The Federal Communications Commission has given the group thirty days to respond to the accusations and the proposed penalty before the watchdog releases a final order.
The fine – a sign that US regulators plan to come down hard on illegal phone advertising – is the first major punishment for a telemarketer since the FCC and the Federal Trade Commission began enforcing the new nationwide do-not-call register last month [WAMN: 08-Oct-03].
However, the allegations against AT&T predate this scheme and relate to a set of older rules, under which consumers may request that a specific company be banned from contacting them.
The FCC says it received 360 complaints against the telecoms group between December 2002 and August this year. It has now charged AT&T for 78 calls to 29 consumers who had sought to prevent the firm from phoning them.

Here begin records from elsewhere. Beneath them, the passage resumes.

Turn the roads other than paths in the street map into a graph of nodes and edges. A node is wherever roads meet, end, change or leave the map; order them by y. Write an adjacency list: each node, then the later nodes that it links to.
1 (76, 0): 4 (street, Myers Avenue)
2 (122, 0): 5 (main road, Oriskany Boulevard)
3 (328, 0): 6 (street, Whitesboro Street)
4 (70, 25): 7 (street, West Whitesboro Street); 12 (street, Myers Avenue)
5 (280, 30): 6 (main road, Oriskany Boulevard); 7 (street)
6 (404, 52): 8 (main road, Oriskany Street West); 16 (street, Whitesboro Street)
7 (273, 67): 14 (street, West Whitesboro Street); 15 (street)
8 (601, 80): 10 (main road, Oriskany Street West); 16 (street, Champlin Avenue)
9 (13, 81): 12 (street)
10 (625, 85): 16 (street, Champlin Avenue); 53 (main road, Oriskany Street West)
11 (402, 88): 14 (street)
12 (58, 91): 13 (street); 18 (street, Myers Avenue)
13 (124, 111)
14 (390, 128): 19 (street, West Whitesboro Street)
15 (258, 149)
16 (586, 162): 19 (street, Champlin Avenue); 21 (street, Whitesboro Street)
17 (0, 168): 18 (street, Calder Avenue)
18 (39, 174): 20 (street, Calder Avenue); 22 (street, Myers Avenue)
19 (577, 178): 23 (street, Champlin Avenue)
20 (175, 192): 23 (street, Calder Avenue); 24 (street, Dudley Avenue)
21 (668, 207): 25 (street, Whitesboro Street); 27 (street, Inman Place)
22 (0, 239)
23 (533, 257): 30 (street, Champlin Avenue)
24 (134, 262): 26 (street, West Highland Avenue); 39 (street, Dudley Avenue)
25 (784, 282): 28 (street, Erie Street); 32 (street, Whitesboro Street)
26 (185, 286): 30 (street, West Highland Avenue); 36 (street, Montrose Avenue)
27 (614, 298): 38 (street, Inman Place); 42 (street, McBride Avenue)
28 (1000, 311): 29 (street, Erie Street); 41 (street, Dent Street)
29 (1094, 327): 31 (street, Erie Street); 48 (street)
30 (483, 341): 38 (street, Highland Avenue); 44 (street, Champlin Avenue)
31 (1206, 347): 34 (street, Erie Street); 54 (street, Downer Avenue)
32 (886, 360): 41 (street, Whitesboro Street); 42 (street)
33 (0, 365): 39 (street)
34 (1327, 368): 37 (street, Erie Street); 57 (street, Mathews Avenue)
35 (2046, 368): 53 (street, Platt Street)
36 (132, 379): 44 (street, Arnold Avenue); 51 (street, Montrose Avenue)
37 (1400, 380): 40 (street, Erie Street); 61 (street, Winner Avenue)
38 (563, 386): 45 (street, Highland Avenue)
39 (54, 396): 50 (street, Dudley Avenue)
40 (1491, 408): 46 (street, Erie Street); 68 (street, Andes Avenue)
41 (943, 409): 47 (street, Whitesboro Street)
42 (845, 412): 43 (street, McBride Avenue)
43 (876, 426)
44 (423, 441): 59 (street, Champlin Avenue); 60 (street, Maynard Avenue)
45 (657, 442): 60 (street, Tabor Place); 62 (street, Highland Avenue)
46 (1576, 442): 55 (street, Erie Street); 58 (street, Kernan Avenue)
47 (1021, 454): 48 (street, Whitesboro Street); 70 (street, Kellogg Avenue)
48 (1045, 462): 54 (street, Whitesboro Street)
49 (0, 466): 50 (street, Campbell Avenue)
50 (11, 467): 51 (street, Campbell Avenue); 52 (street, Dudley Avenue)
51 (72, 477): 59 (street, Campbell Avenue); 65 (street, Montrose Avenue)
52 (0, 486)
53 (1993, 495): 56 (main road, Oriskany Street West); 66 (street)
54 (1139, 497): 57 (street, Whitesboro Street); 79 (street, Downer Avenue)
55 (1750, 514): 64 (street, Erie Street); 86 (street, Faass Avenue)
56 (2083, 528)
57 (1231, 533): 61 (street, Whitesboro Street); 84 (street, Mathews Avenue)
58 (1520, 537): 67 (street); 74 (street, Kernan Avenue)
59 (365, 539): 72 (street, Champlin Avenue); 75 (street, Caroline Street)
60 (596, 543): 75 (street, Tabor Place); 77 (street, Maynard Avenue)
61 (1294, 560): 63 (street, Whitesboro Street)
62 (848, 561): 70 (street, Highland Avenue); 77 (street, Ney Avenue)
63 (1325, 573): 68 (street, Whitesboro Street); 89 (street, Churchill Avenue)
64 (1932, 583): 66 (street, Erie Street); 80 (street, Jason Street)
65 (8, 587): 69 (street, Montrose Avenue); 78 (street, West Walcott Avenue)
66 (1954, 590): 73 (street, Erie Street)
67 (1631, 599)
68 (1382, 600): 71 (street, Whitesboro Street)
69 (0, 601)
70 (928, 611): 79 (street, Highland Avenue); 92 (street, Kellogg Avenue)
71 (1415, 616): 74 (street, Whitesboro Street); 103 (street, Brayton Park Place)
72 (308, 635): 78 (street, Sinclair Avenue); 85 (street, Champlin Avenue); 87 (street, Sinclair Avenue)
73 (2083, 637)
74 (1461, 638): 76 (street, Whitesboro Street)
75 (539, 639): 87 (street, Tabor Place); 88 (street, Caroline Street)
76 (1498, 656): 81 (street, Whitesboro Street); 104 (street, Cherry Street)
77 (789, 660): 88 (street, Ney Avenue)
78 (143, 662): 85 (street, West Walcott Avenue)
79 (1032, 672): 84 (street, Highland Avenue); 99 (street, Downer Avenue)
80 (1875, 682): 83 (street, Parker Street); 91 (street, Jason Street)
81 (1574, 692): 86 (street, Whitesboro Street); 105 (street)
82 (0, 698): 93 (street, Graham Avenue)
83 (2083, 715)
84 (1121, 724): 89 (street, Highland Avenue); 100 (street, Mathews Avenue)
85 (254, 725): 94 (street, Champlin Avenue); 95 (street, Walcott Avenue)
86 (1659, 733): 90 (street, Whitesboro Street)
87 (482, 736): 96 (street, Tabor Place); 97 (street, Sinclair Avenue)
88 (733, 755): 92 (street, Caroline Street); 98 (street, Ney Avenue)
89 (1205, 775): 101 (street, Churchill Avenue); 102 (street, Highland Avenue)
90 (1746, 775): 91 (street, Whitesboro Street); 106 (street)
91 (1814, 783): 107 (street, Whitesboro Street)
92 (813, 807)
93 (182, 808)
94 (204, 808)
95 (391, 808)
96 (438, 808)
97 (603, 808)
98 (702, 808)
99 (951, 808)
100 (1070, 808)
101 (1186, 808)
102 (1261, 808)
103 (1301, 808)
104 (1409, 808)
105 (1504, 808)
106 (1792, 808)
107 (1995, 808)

These company-specific regulations – introduced under the Telephone Consumer Protection Act – have been around for a decade, but this is the first time the FCC has sought to fine a telemarketer under their aegis. The regulator wants $10,000 for each of the 78 calls – the same amount it has claimed in cases involving unwanted faxes.
David Solomon, head of the FCC enforcement bureau, admitted that the charges against AT&T were part of a crackdown on unsolicited marketing calls following the launch of the new register. "We have made enforcement of the do-not-call lists our number one priority," he commented. "This demonstrates we're serious."
To which the American Teleservices Association retorted that if the FCC had bothered to enforce the old company-focused regulations in the first place, there might have been no need for the nationwide do-not-call scheme, which bans all telemarketers (save charities and politicians) from contacting names on the list.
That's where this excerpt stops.